▸ Work request
Reproduce the records below exactly; the images should not appear.

▸ Dataset items
• • • • • • •

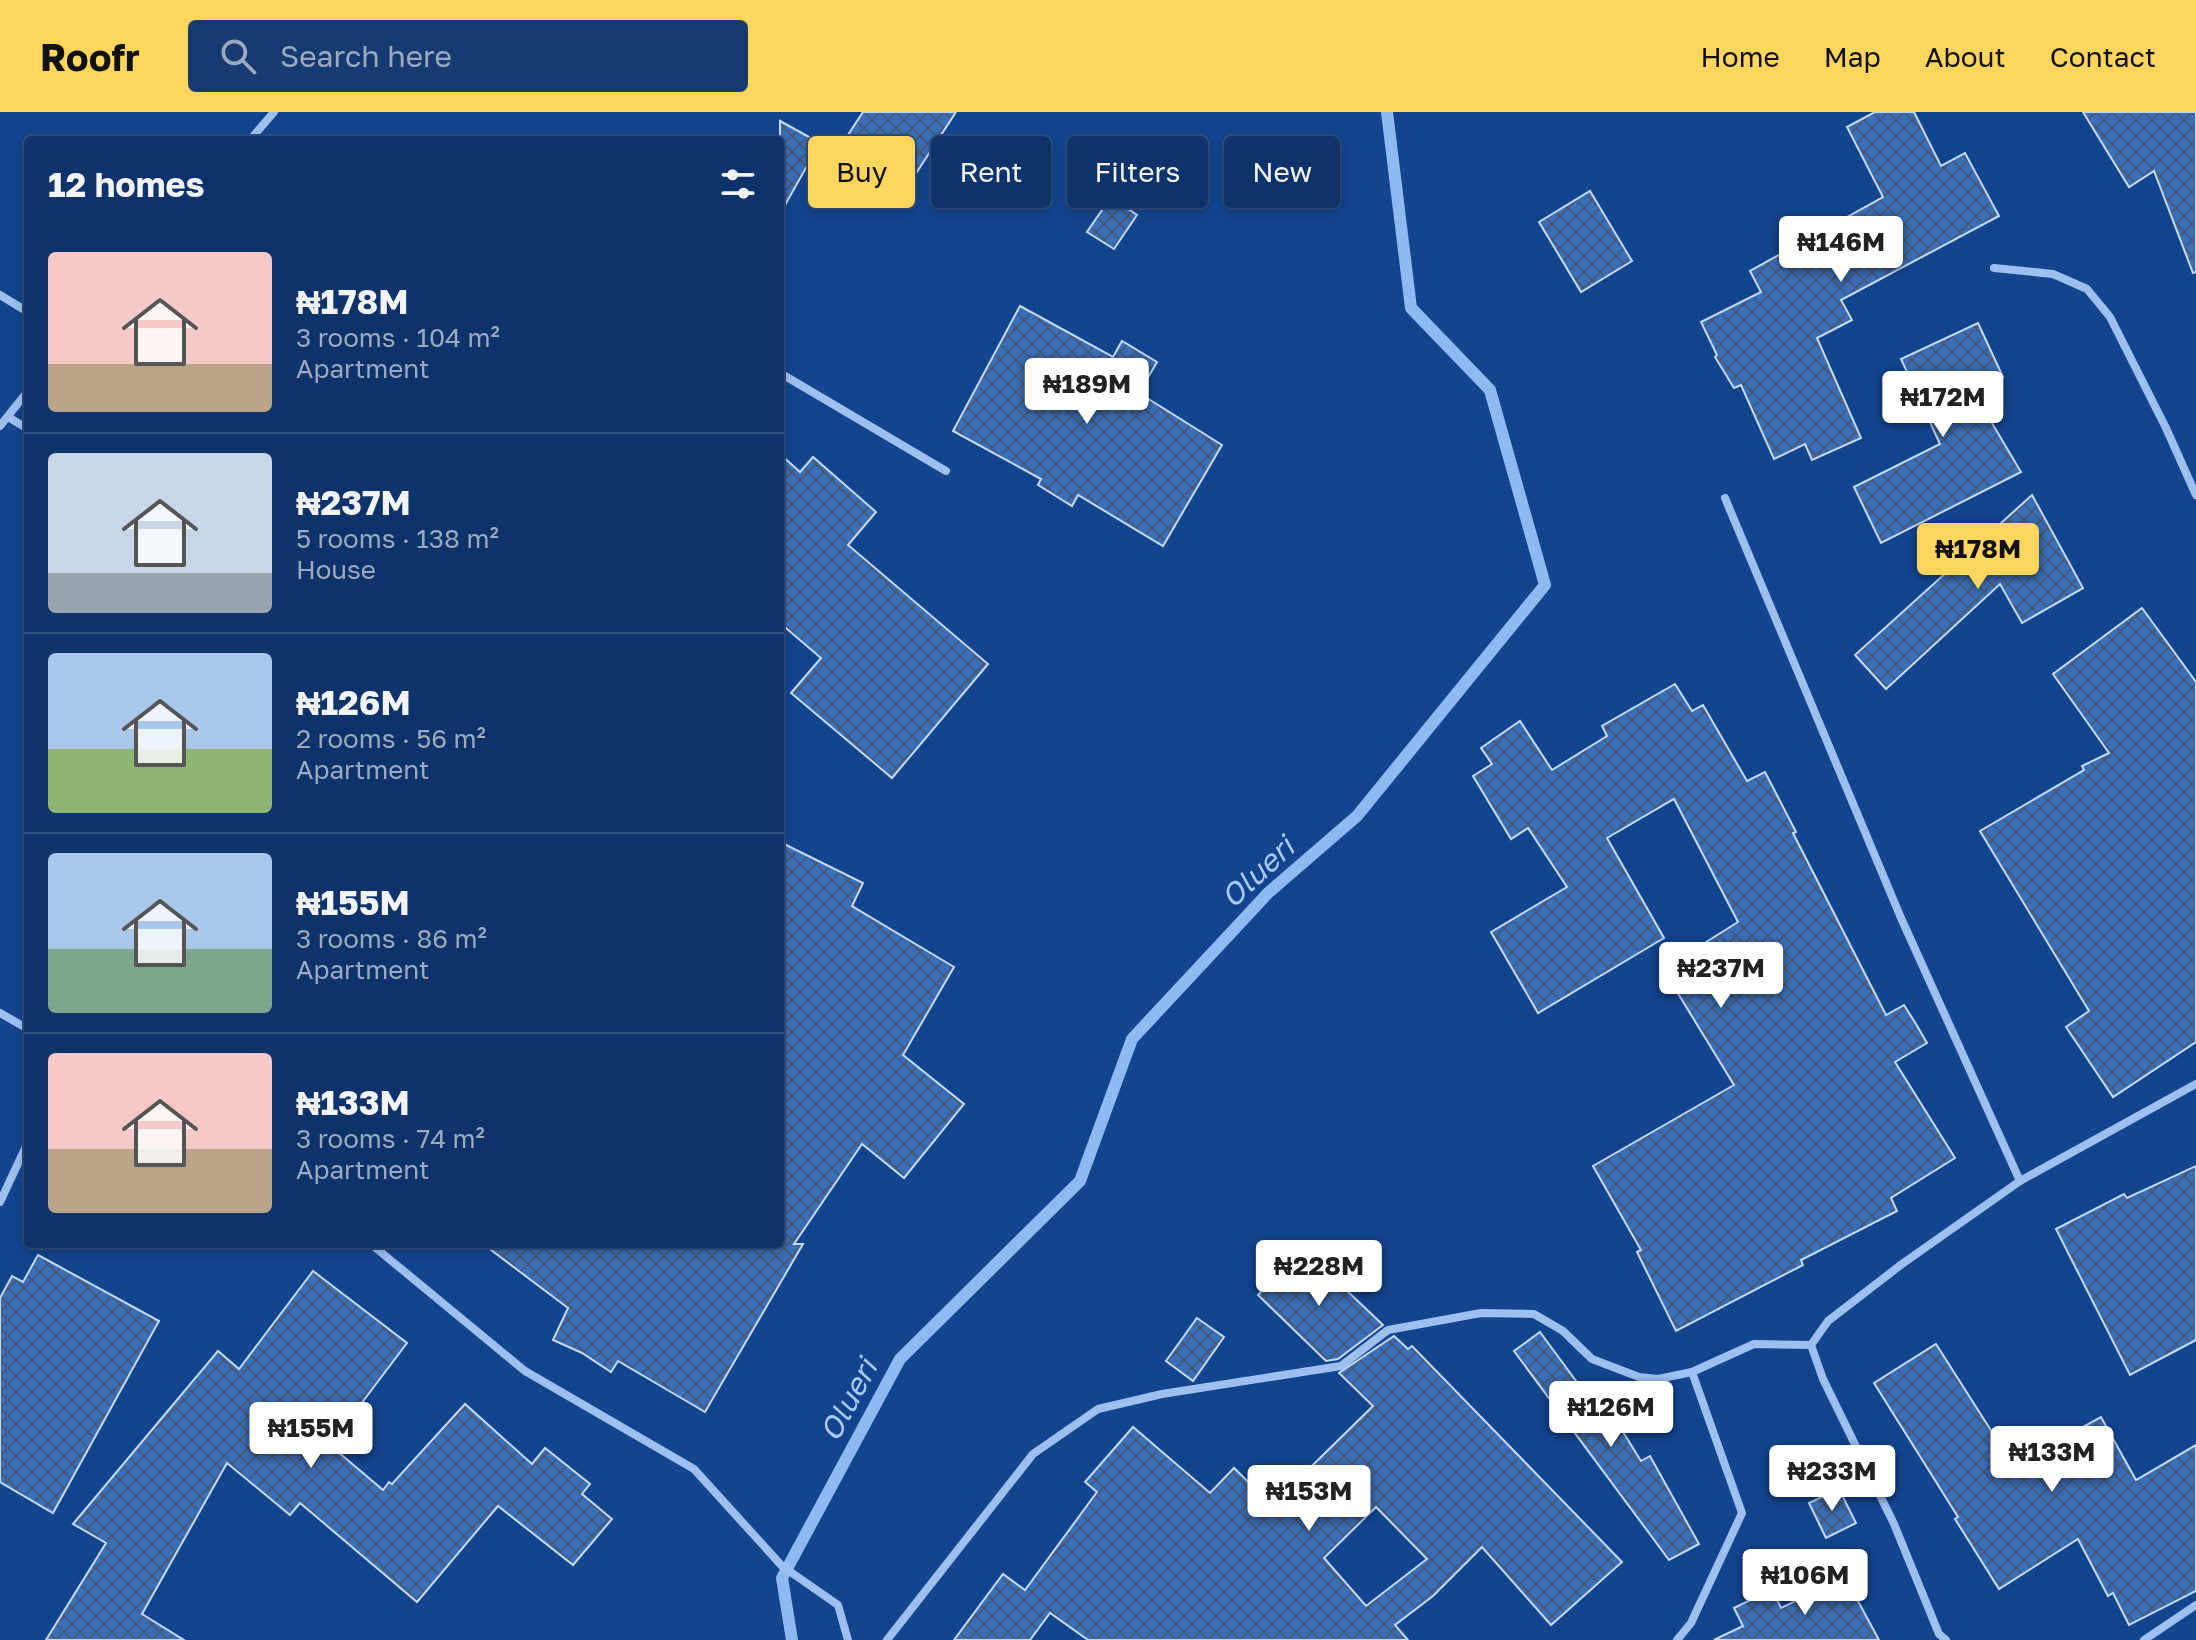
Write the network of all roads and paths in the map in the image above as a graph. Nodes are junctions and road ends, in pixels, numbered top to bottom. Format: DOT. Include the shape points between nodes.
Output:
graph roads {
  1 [pos="274,112"];
  2 [pos="253,136"];
  3 [pos="1994,268"];
  4 [pos="0,295"];
  5 [pos="24,310"];
  6 [pos="784,375"];
  7 [pos="24,396"];
  8 [pos="8,417"];
  9 [pos="0,426"];
  10 [pos="24,427"];
  11 [pos="946,471"];
  12 [pos="2196,495"];
  13 [pos="1725,498"];
  14 [pos="0,1013"];
  15 [pos="24,1027"];
  16 [pos="2196,1084"];
  17 [pos="24,1151"];
  18 [pos="2020,1181"];
  19 [pos="0,1202"];
  20 [pos="376,1248"];
  21 [pos="1811,1345"];
  22 [pos="1692,1372"];
  23 [pos="2196,1605"];
  24 [pos="848,1640"];
  25 [pos="887,1640"];
  26 [pos="1677,1640"];
  27 [pos="1946,1640"];
  28 [pos="2144,1640"];
  1 -- 2 [label="street"];
  3 -- 12 [label="street" via="2053,274 2087,289 2110,317"];
  4 -- 5 [label="street"];
  6 -- 11 [label="street"];
  7 -- 8 [label="street"];
  8 -- 9 [label="street"];
  8 -- 10 [label="street"];
  13 -- 18 [label="street" via="1901,918"];
  14 -- 15 [label="street"];
  16 -- 18 [label="street"];
  17 -- 19 [label="street"];
  18 -- 21 [label="street" via="1828,1321"];
  20 -- 24 [label="street" via="525,1371 694,1469 782,1566 838,1605"];
  21 -- 22 [label="street" via="1754,1344"];
  21 -- 27 [label="street"];
  22 -- 25 [label="street" via="1639,1377 1592,1359 1563,1331 1534,1314 1481,1313 1388,1330 1341,1366 1098,1409 1033,1454"];
  22 -- 26 [label="street" via="1742,1513 1691,1623"];
  23 -- 28 [label="street"];
}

• • • • • • •

▸ Finished exercise
Write the network of all roads and paths in the map in the image above as a graph. Nodes are junctions and road ends, in pixels, numbered top to bottom. Format: DOT. Include the shape points between nodes.
Output:
graph roads {
  1 [pos="274,112"];
  2 [pos="253,136"];
  3 [pos="1994,268"];
  4 [pos="0,295"];
  5 [pos="24,310"];
  6 [pos="784,375"];
  7 [pos="24,396"];
  8 [pos="8,417"];
  9 [pos="0,426"];
  10 [pos="24,427"];
  11 [pos="946,471"];
  12 [pos="2196,495"];
  13 [pos="1725,498"];
  14 [pos="0,1013"];
  15 [pos="24,1027"];
  16 [pos="2196,1084"];
  17 [pos="24,1151"];
  18 [pos="2020,1181"];
  19 [pos="0,1202"];
  20 [pos="376,1248"];
  21 [pos="1811,1345"];
  22 [pos="1692,1372"];
  23 [pos="2196,1605"];
  24 [pos="848,1640"];
  25 [pos="887,1640"];
  26 [pos="1677,1640"];
  27 [pos="1946,1640"];
  28 [pos="2144,1640"];
  1 -- 2 [label="street"];
  3 -- 12 [label="street" via="2053,274 2087,289 2110,317"];
  4 -- 5 [label="street"];
  6 -- 11 [label="street"];
  7 -- 8 [label="street"];
  8 -- 9 [label="street"];
  8 -- 10 [label="street"];
  13 -- 18 [label="street" via="1901,918"];
  14 -- 15 [label="street"];
  16 -- 18 [label="street"];
  17 -- 19 [label="street"];
  18 -- 21 [label="street" via="1828,1321"];
  20 -- 24 [label="street" via="525,1371 694,1469 782,1566 838,1605"];
  21 -- 22 [label="street" via="1754,1344"];
  21 -- 27 [label="street"];
  22 -- 25 [label="street" via="1639,1377 1592,1359 1563,1331 1534,1314 1481,1313 1388,1330 1341,1366 1098,1409 1033,1454"];
  22 -- 26 [label="street" via="1742,1513 1691,1623"];
  23 -- 28 [label="street"];
}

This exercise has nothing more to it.